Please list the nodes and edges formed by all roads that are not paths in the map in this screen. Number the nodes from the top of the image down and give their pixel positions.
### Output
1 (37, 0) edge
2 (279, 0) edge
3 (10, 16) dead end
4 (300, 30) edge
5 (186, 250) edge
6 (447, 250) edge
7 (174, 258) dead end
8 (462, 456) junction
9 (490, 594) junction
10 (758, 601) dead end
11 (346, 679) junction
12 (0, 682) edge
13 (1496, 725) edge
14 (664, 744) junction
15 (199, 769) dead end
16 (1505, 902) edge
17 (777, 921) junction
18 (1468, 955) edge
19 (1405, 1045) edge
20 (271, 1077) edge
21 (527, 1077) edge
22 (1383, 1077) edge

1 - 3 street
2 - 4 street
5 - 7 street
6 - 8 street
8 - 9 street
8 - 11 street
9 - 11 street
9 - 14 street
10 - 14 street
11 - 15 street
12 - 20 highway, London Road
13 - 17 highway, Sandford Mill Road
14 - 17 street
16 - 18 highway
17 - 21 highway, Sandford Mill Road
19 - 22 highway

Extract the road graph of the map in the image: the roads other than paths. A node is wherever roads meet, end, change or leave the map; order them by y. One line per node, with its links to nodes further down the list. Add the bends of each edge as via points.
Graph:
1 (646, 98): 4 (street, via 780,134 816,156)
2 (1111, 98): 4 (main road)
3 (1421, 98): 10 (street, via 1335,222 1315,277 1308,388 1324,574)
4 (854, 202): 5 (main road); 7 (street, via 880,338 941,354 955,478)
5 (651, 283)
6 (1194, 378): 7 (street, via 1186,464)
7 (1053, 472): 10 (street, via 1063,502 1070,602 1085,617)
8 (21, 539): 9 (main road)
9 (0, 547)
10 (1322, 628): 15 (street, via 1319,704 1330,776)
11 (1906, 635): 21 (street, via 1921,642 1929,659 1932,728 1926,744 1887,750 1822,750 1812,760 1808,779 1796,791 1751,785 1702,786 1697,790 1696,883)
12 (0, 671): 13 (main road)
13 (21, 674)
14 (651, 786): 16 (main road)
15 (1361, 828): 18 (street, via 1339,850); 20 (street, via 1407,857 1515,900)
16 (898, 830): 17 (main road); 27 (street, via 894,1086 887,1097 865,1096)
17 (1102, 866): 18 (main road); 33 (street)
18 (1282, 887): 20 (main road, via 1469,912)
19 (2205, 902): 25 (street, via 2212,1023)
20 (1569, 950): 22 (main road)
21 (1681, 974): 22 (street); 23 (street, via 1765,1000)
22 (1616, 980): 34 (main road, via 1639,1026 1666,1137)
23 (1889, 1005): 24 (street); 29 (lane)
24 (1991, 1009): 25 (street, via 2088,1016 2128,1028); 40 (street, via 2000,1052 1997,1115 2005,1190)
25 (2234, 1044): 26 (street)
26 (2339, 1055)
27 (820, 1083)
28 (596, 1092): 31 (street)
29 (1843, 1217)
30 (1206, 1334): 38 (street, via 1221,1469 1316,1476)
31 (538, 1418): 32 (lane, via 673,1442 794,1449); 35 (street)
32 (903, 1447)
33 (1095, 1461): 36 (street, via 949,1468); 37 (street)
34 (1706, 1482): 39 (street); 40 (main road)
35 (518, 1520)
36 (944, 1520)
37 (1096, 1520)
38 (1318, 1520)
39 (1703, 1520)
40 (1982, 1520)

================

[HOW TO COMPLETE THIS TASK] Copy each line above containing the string "lane".

[FINISHED EXERCISE]
23 (1889, 1005): 24 (street); 29 (lane)
31 (538, 1418): 32 (lane, via 673,1442 794,1449); 35 (street)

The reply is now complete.